(Records from a data collection)

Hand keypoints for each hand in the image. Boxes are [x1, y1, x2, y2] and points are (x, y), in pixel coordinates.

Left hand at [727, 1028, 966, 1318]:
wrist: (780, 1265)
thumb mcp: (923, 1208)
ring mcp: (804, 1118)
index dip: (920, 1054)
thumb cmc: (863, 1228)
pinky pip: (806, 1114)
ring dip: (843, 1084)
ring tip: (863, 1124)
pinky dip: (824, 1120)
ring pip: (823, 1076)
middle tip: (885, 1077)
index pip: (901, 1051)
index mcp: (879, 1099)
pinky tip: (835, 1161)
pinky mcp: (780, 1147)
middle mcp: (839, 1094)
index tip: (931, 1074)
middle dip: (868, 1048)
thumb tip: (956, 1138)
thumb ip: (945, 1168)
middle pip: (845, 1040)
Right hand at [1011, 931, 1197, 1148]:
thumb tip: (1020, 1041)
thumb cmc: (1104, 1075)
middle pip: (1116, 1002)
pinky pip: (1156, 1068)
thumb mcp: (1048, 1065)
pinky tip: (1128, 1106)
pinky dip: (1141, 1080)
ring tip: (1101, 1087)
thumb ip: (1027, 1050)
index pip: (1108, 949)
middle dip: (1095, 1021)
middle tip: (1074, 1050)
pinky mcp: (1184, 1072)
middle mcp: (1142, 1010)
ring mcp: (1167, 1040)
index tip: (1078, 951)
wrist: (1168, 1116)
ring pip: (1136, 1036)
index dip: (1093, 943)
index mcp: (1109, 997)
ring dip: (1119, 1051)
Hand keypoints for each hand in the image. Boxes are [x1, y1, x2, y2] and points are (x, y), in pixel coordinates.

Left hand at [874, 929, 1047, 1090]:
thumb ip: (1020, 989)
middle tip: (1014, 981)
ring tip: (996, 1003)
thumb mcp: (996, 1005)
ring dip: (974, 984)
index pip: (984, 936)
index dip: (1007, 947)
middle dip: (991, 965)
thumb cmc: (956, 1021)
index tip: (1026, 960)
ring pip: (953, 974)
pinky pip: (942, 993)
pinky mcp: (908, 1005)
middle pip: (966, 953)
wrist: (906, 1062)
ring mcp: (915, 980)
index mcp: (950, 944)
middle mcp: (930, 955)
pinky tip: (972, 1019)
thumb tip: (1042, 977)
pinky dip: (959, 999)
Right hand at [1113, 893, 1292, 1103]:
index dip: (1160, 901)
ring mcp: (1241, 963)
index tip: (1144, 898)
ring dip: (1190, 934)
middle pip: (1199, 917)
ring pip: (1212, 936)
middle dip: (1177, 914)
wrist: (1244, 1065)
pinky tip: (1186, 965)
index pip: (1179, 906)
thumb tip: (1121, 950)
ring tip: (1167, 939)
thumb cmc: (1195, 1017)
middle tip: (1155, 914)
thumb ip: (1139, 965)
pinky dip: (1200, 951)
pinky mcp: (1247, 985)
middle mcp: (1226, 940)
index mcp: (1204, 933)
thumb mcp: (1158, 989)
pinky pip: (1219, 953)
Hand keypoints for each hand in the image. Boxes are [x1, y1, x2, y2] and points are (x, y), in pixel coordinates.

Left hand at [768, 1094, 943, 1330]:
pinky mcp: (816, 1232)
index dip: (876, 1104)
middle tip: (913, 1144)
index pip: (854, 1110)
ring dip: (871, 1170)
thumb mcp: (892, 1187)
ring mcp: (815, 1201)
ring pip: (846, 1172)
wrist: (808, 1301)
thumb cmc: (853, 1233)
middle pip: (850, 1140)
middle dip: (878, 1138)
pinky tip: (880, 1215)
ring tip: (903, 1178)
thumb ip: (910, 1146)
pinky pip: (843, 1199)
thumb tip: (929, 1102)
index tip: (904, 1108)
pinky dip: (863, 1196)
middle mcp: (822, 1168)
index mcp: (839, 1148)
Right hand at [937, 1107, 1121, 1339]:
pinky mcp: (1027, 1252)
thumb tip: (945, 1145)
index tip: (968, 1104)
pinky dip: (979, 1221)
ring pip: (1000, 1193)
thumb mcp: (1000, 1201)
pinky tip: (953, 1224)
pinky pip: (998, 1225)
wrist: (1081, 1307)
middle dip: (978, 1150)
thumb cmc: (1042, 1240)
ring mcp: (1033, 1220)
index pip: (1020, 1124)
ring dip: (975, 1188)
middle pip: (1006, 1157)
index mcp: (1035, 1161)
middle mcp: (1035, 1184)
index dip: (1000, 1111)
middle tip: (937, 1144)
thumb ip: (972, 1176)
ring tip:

▸ **Exercise details**
Write each line of the data down again exactly as it reads.

▸ **Reply to the task**
Hand keypoints for each hand in the image. Boxes are [x1, y1, x2, y2] and points are (x, y), in pixel coordinates.

Left hand at [727, 1028, 966, 1318]:
wrist: (780, 1265)
thumb mcp: (923, 1208)
ring mcp: (804, 1118)
index dip: (920, 1054)
thumb cmc: (863, 1228)
pinky pip: (806, 1114)
ring dip: (843, 1084)
ring tip: (863, 1124)
pinky dip: (824, 1120)
ring pip: (823, 1076)
middle tip: (885, 1077)
index pip: (901, 1051)
index mcp: (879, 1099)
pinky tip: (835, 1161)
pinky mcp: (780, 1147)
middle mcp: (839, 1094)
index tip: (931, 1074)
middle dip: (868, 1048)
thumb tip: (956, 1138)
thumb ip: (945, 1168)
middle pip: (845, 1040)
Right hand at [1011, 931, 1197, 1148]:
thumb tip: (1020, 1041)
thumb cmc: (1104, 1075)
middle pip: (1116, 1002)
pinky pip: (1156, 1068)
thumb mcp: (1048, 1065)
pinky tip: (1128, 1106)
pinky dip: (1141, 1080)
ring tip: (1101, 1087)
thumb ip: (1027, 1050)
index pip: (1108, 949)
middle dip: (1095, 1021)
middle tip: (1074, 1050)
pinky mcp: (1184, 1072)
middle mcp: (1142, 1010)
ring mcp: (1167, 1040)
index tip: (1078, 951)
wrist: (1168, 1116)
ring pip: (1136, 1036)
index dip: (1093, 943)
index mcp: (1109, 997)
ring dip: (1119, 1051)
Hand keypoints for each hand in the image. Boxes are [x1, y1, x2, y2] and points are (x, y), in pixel coordinates.

Left hand at [874, 929, 1047, 1090]:
thumb ip: (1020, 989)
middle tip: (1014, 981)
ring tip: (996, 1003)
thumb mcp: (996, 1005)
ring dip: (974, 984)
index pip: (984, 936)
index dip: (1007, 947)
middle dip: (991, 965)
thumb cmc: (956, 1021)
index tip: (1026, 960)
ring pip: (953, 974)
pinky pip: (942, 993)
pinky mcp: (908, 1005)
middle pip: (966, 953)
wrist: (906, 1062)
ring mcp: (915, 980)
index mcp: (950, 944)
middle mcp: (930, 955)
pinky tip: (972, 1019)
thumb tip: (1042, 977)
pinky dip: (959, 999)
Right hand at [1113, 893, 1292, 1103]:
index dip: (1160, 901)
ring mcp: (1241, 963)
index tip: (1144, 898)
ring dip: (1190, 934)
middle pip: (1199, 917)
ring pip: (1212, 936)
middle dip: (1177, 914)
wrist: (1244, 1065)
pinky tip: (1186, 965)
index pip: (1179, 906)
thumb tip: (1121, 950)
ring tip: (1167, 939)
thumb cmc: (1195, 1017)
middle tip: (1155, 914)
thumb ip: (1139, 965)
pinky dip: (1200, 951)
pinky mcp: (1247, 985)
middle mcp: (1226, 940)
index mcp: (1204, 933)
thumb mcp: (1158, 989)
pinky pip: (1219, 953)
Hand keypoints for each hand in the image. Boxes are [x1, y1, x2, y2] and points are (x, y), in pixel coordinates.

Left hand at [768, 1094, 943, 1330]:
pinky mcp: (816, 1232)
index dip: (876, 1104)
middle tip: (913, 1144)
index pip: (854, 1110)
ring dip: (871, 1170)
thumb mcp: (892, 1187)
ring mcp: (815, 1201)
ring pip: (846, 1172)
wrist: (808, 1301)
thumb cmc: (853, 1233)
middle pip: (850, 1140)
middle dip: (878, 1138)
pinky tip: (880, 1215)
ring tip: (903, 1178)
thumb ip: (910, 1146)
pinky pip: (843, 1199)
thumb tip: (929, 1102)
index tip: (904, 1108)
pinky dip: (863, 1196)
middle mcp: (822, 1168)
index mcp: (839, 1148)
Right hand at [937, 1107, 1121, 1339]:
pinky mcp: (1027, 1252)
thumb tip: (945, 1145)
index tip: (968, 1104)
pinky dip: (979, 1221)
ring pip: (1000, 1193)
thumb mcp: (1000, 1201)
pinky tip: (953, 1224)
pinky pip: (998, 1225)
wrist: (1081, 1307)
middle dip: (978, 1150)
thumb cmc: (1042, 1240)
ring mcp: (1033, 1220)
index pip: (1020, 1124)
ring dip: (975, 1188)
middle pip: (1006, 1157)
index mcp: (1035, 1161)
middle mcp: (1035, 1184)
index dip: (1000, 1111)
middle tip: (937, 1144)
thumb ip: (972, 1176)
ring tip:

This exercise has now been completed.